*Task to complete*.
Repeat the listing below exactly.
[[ Provided material, beginning ]]
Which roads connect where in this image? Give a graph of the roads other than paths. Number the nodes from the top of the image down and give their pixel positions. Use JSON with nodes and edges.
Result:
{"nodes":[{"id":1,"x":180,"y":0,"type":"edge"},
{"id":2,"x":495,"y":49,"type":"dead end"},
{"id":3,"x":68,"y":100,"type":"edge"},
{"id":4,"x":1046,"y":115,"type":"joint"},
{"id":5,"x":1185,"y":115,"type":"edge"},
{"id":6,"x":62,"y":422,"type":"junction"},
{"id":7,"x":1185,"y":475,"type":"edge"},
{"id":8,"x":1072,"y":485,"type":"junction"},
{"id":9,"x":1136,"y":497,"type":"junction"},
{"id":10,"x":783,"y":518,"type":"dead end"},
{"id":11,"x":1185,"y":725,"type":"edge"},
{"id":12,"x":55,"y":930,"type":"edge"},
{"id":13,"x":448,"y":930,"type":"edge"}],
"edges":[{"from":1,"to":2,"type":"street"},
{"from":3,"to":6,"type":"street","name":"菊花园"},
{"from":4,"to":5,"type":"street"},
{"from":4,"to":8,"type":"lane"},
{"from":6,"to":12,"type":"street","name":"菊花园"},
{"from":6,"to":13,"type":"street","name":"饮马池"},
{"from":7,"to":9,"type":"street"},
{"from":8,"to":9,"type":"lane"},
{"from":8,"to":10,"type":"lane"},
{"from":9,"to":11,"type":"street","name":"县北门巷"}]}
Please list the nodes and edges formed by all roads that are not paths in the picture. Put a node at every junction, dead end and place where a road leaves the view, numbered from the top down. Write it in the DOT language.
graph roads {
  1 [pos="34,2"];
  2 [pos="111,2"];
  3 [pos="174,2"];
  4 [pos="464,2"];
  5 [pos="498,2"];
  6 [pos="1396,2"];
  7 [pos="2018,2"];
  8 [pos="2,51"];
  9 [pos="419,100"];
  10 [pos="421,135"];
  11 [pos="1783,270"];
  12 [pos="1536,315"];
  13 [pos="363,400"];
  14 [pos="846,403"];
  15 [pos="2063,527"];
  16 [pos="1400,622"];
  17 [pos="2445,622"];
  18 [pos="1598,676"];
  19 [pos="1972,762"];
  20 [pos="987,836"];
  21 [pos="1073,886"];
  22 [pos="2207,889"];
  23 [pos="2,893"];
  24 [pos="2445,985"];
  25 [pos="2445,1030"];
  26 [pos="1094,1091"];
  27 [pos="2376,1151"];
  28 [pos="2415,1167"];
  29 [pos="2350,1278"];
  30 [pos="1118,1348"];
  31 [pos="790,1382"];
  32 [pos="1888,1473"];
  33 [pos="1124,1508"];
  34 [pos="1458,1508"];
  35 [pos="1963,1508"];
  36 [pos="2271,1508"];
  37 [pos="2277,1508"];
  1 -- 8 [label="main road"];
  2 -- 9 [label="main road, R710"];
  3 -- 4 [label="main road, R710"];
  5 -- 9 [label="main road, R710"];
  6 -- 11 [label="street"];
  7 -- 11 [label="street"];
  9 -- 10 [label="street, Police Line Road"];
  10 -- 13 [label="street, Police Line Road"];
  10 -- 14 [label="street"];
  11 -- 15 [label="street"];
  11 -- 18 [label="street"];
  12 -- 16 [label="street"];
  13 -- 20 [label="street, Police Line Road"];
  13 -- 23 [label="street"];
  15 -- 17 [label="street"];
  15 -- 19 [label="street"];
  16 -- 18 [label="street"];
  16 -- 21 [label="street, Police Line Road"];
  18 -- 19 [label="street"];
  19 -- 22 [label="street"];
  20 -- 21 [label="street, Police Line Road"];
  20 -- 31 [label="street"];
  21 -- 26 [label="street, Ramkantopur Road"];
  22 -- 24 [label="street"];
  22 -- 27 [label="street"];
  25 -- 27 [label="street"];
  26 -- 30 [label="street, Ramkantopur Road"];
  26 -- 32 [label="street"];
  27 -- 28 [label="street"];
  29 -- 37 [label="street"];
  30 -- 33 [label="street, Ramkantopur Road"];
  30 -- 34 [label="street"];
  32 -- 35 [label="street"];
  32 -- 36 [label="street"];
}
[[ Provided material, end ]]
*Reply to the exercise*.
Which roads connect where in this image? Give a graph of the roads other than paths. Number the nodes from the top of the image down and give their pixel positions. Use JSON with nodes and edges.
Result:
{"nodes":[{"id":1,"x":180,"y":0,"type":"edge"},
{"id":2,"x":495,"y":49,"type":"dead end"},
{"id":3,"x":68,"y":100,"type":"edge"},
{"id":4,"x":1046,"y":115,"type":"joint"},
{"id":5,"x":1185,"y":115,"type":"edge"},
{"id":6,"x":62,"y":422,"type":"junction"},
{"id":7,"x":1185,"y":475,"type":"edge"},
{"id":8,"x":1072,"y":485,"type":"junction"},
{"id":9,"x":1136,"y":497,"type":"junction"},
{"id":10,"x":783,"y":518,"type":"dead end"},
{"id":11,"x":1185,"y":725,"type":"edge"},
{"id":12,"x":55,"y":930,"type":"edge"},
{"id":13,"x":448,"y":930,"type":"edge"}],
"edges":[{"from":1,"to":2,"type":"street"},
{"from":3,"to":6,"type":"street","name":"菊花园"},
{"from":4,"to":5,"type":"street"},
{"from":4,"to":8,"type":"lane"},
{"from":6,"to":12,"type":"street","name":"菊花园"},
{"from":6,"to":13,"type":"street","name":"饮马池"},
{"from":7,"to":9,"type":"street"},
{"from":8,"to":9,"type":"lane"},
{"from":8,"to":10,"type":"lane"},
{"from":9,"to":11,"type":"street","name":"县北门巷"}]}
Please list the nodes and edges formed by all roads that are not paths in the picture. Put a node at every junction, dead end and place where a road leaves the view, numbered from the top down. Write it in the DOT language.
graph roads {
  1 [pos="34,2"];
  2 [pos="111,2"];
  3 [pos="174,2"];
  4 [pos="464,2"];
  5 [pos="498,2"];
  6 [pos="1396,2"];
  7 [pos="2018,2"];
  8 [pos="2,51"];
  9 [pos="419,100"];
  10 [pos="421,135"];
  11 [pos="1783,270"];
  12 [pos="1536,315"];
  13 [pos="363,400"];
  14 [pos="846,403"];
  15 [pos="2063,527"];
  16 [pos="1400,622"];
  17 [pos="2445,622"];
  18 [pos="1598,676"];
  19 [pos="1972,762"];
  20 [pos="987,836"];
  21 [pos="1073,886"];
  22 [pos="2207,889"];
  23 [pos="2,893"];
  24 [pos="2445,985"];
  25 [pos="2445,1030"];
  26 [pos="1094,1091"];
  27 [pos="2376,1151"];
  28 [pos="2415,1167"];
  29 [pos="2350,1278"];
  30 [pos="1118,1348"];
  31 [pos="790,1382"];
  32 [pos="1888,1473"];
  33 [pos="1124,1508"];
  34 [pos="1458,1508"];
  35 [pos="1963,1508"];
  36 [pos="2271,1508"];
  37 [pos="2277,1508"];
  1 -- 8 [label="main road"];
  2 -- 9 [label="main road, R710"];
  3 -- 4 [label="main road, R710"];
  5 -- 9 [label="main road, R710"];
  6 -- 11 [label="street"];
  7 -- 11 [label="street"];
  9 -- 10 [label="street, Police Line Road"];
  10 -- 13 [label="street, Police Line Road"];
  10 -- 14 [label="street"];
  11 -- 15 [label="street"];
  11 -- 18 [label="street"];
  12 -- 16 [label="street"];
  13 -- 20 [label="street, Police Line Road"];
  13 -- 23 [label="street"];
  15 -- 17 [label="street"];
  15 -- 19 [label="street"];
  16 -- 18 [label="street"];
  16 -- 21 [label="street, Police Line Road"];
  18 -- 19 [label="street"];
  19 -- 22 [label="street"];
  20 -- 21 [label="street, Police Line Road"];
  20 -- 31 [label="street"];
  21 -- 26 [label="street, Ramkantopur Road"];
  22 -- 24 [label="street"];
  22 -- 27 [label="street"];
  25 -- 27 [label="street"];
  26 -- 30 [label="street, Ramkantopur Road"];
  26 -- 32 [label="street"];
  27 -- 28 [label="street"];
  29 -- 37 [label="street"];
  30 -- 33 [label="street, Ramkantopur Road"];
  30 -- 34 [label="street"];
  32 -- 35 [label="street"];
  32 -- 36 [label="street"];
}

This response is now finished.